MindSet For Success: VMAN speaks with Sam Farao on Trauma and Growth
“While I didn’t have a clear-cut plan or vision appear magically before me, I still knew that I wanted to infuse more purpose and long-term thinking into the way I worked.”
Trauma is a powerful drive. By all accounts, Sam Farao had an abusive upbringing; when he talks about his father he paints a picture of an angry alcoholic, who drove drunk and smashed plates on the kitchen floor when he was in a temper. For a long time, Sam didn’t think much of his childhood, except for his sad and negative memories. That was until he realized the enormous capacity negative experiences hold in pushing us forward on our personal and professional developmental journeys.
The beginnings of the resilience mindset
Sam’s earliest memory, from age 4 or 5, places him in the backseat of a car in 1990s Norway. His father was behind the wheel, and he was drunk. When you ask the serial entrepreneur to share the emotions he remembers from this incident, he recounts fear and terror. Sam also reflects on the immense power our parents have in shaping our adult pursuits, and how his lack of role models on the one hand delayed his entrepreneurial beginnings – but on the other drove his desire for something better.
“When you have the kind of parents I did, of course you hold bitterness in the sense of what could have been where your childhood is concerned. On the other hand, it also gives you this really clear idea of everything you don’t want to be, and everything you want to strive for.”
Perhaps it was the lack of setting a good example, both on the part of his father and his mother, that made Sam so prone to living for the moment and the day in his teenage years and 20s. He skipped school, he was involved in petty crime, and even when he started working legitimately, in various sales roles, there was no sense of strategy or longitude to his endeavors.
A motorbike accident – and clarity
While working as a phone salesman in Thailand, Sam was involved in a serious motorbike accident that left him in hospital for several weeks. At this stage he had grown accustomed to a high-paced life, with lots of cash – much more than he needed. Still, as he lay in that hospital bed, Sam began to reflect, and slowly realized he was under-utilizing his potential. He’d had success, sure, but he lacked focus; he lacked the kind of aspirational mindset that would really take him places.
“It really was one of those cliches, ‘What are you doing with your life?’ moments. And while I didn’t have a clear-cut plan or vision appear magically before me, I still knew that I wanted to infuse more purpose and long-term thinking into the way I worked.”
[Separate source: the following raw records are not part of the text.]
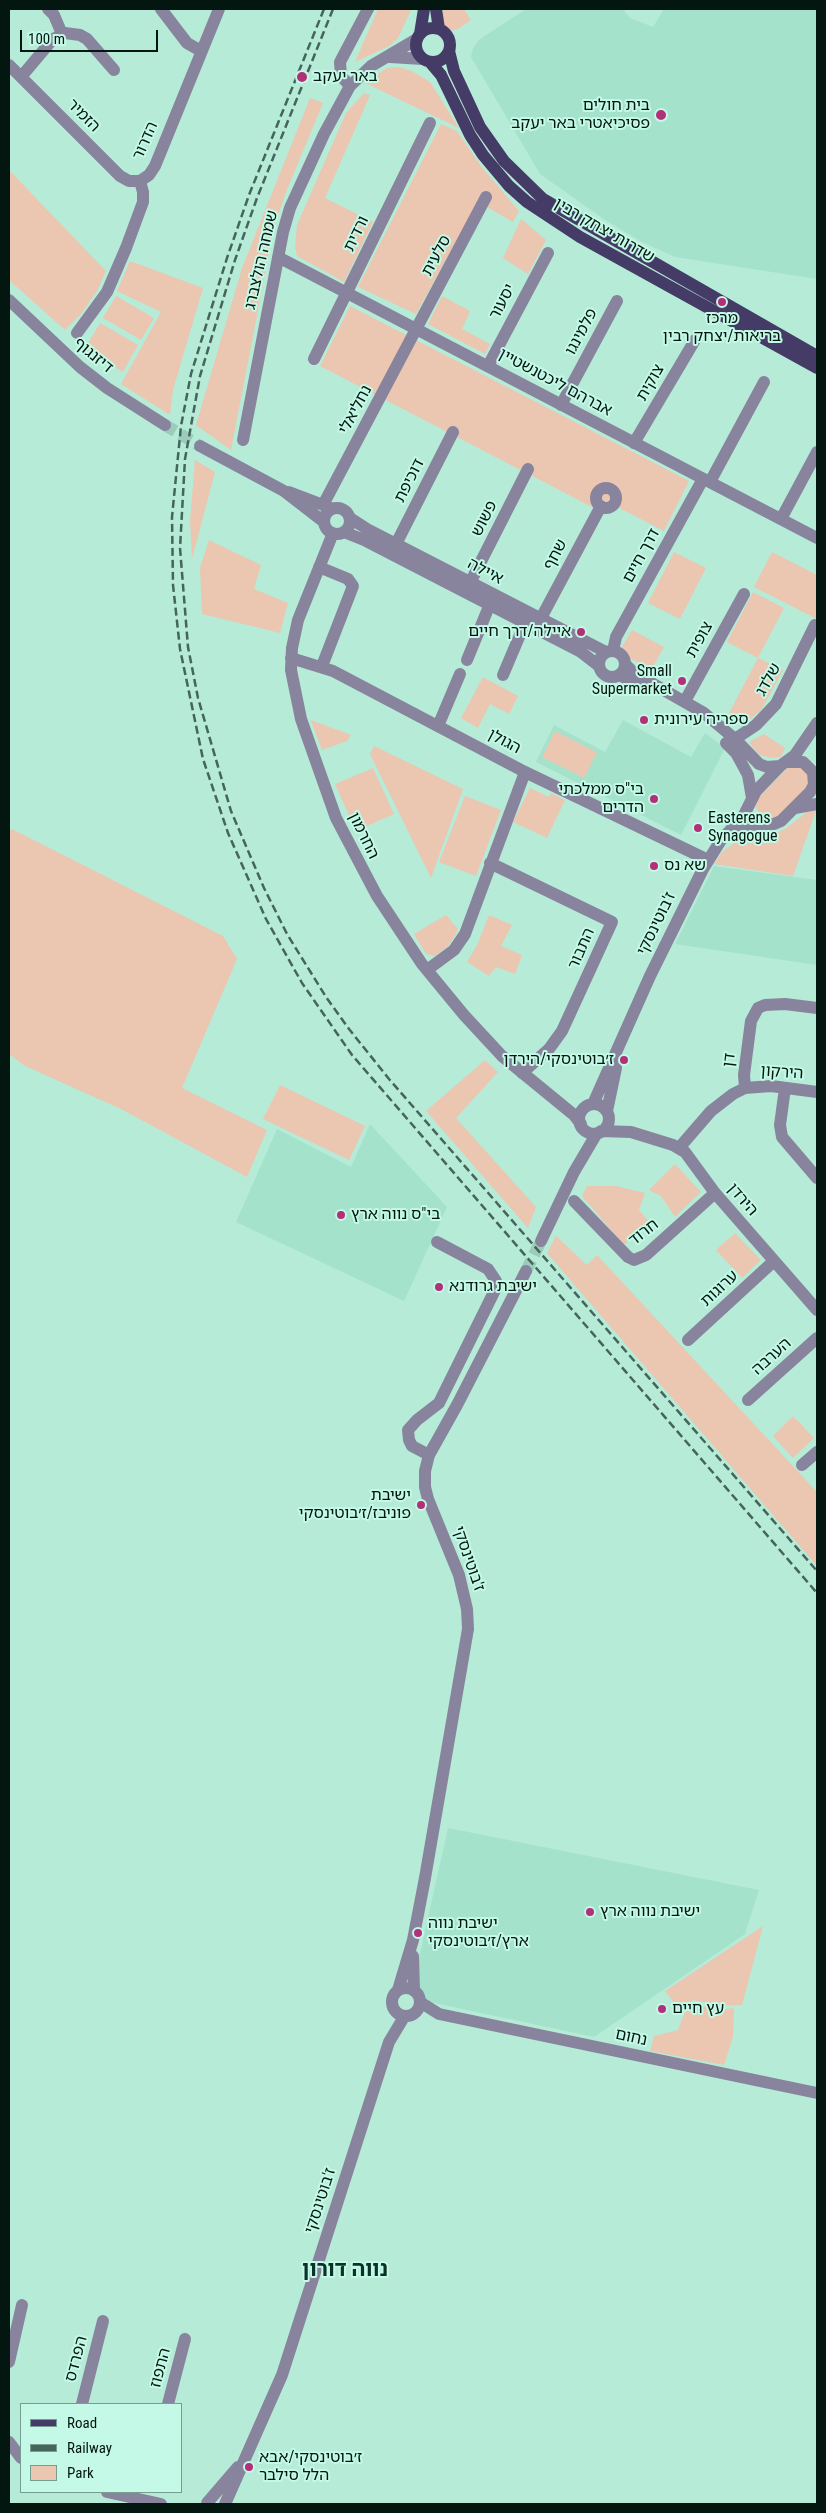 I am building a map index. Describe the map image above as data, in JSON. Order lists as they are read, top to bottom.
{
  "streets": {
    "main road": ["שדרות יצחק רבין"],
    "street": [
      "הזמיר",
      "הדרור",
      "ורדית",
      "סלעית",
      "שמחה הולצברג",
      "יסעור",
      "פלמינגו",
      "דיזנגוף",
      "אברהם ליכטנשטיין",
      "צוקית",
      "נחליאלי",
      "דוכיפת",
      "פשוש",
      "שחף",
      "דרך חיים",
      "איילה",
      "צופית",
      "שלדג",
      "הגולן",
      "החרמון",
      "ז'בוטינסקי",
      "התבור",
      "דן",
      "הירקון",
      "הירדן",
      "חרוד",
      "ערוגות",
      "הערבה",
      "נחום",
      "הפרדס",
      "התפוז"
    ]
  },
  "crossings": [
    ["הזמיר", "הדרור"],
    ["שדרות יצחק רבין", "שמחה הולצברג"],
    ["ורדית", "אברהם ליכטנשטיין"],
    ["סלעית", "אברהם ליכטנשטיין"],
    ["סלעית", "נחליאלי"],
    ["שמחה הולצברג", "אברהם ליכטנשטיין"],
    ["יסעור", "אברהם ליכטנשטיין"],
    ["פלמינגו", "אברהם ליכטנשטיין"],
    ["אברהם ליכטנשטיין", "צוקית"],
    ["אברהם ליכטנשטיין", "נחליאלי"],
    ["אברהם ליכטנשטיין", "דרך חיים"],
    ["נחליאלי", "איילה"],
    ["נחליאלי", "החרמון"],
    ["דוכיפת", "איילה"],
    ["פשוש", "איילה"],
    ["שחף", "איילה"],
    ["דרך חיים", "איילה"],
    ["איילה", "החרמון"],
    ["הגולן", "החרמון"],
    ["הגולן", "התבור"],
    ["החרמון", "ז'בוטינסקי"],
    ["החרמון", "התבור"],
    ["ז'בוטינסקי", "נחום"],
    ["דן", "הירקון"],
    ["דן", "הירדן"],
    ["הירדן", "חרוד"],
    ["הירדן", "ערוגות"]
  ],
  "districts": ["נווה דורון"],
  "places": [
    "באר יעקב",
    "בית חולים פסיכיאטרי באר יעקב",
    "מרכז בריאות/יצחק רבין",
    "איילה/דרך חיים",
    "Small Supermarket",
    "ספריה עירונית",
    "בי\"ס ממלכתי הדרים",
    "Easterens Synagogue",
    "שא נס",
    "ז׳בוטינסקי/הירדן",
    "בי\"ס נווה ארץ",
    "ישיבת גרודנא",
    "ישיבת פוניבז/ז׳בוטינסקי",
    "ישיבת נווה ארץ",
    "ישיבת נווה ארץ/ז׳בוטינסקי",
    "עץ חיים",
    "ז׳בוטינסקי/אבא הלל סילבר"
  ],
  "legend": ["Road", "Railway", "Park"],
  "scale_bar": "100 m"
}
The link between his traumatic childhood, and harnessing its power for his entrepreneurial pursuits would still take a while longer. But when he returned to Norway, Sam started thinking big, and visualizing much grander schemes than he had previously allowed a chance to manifest.
To be one, think like one
Sometime in his early 30s – after he’d founded Netpixel Media, and begun seeing success with his affiliate marketing company – Sam realized that all great innovators and entrepreneurs share a similar mindset. What they have in common, he found, is high self-esteem – the kind that is formed and solidified during your childhood years. Additionally, many of them share a traumatic or difficult background. A peculiar paradox, given the likely assumption that people with a happy childhood would enjoy more success in life.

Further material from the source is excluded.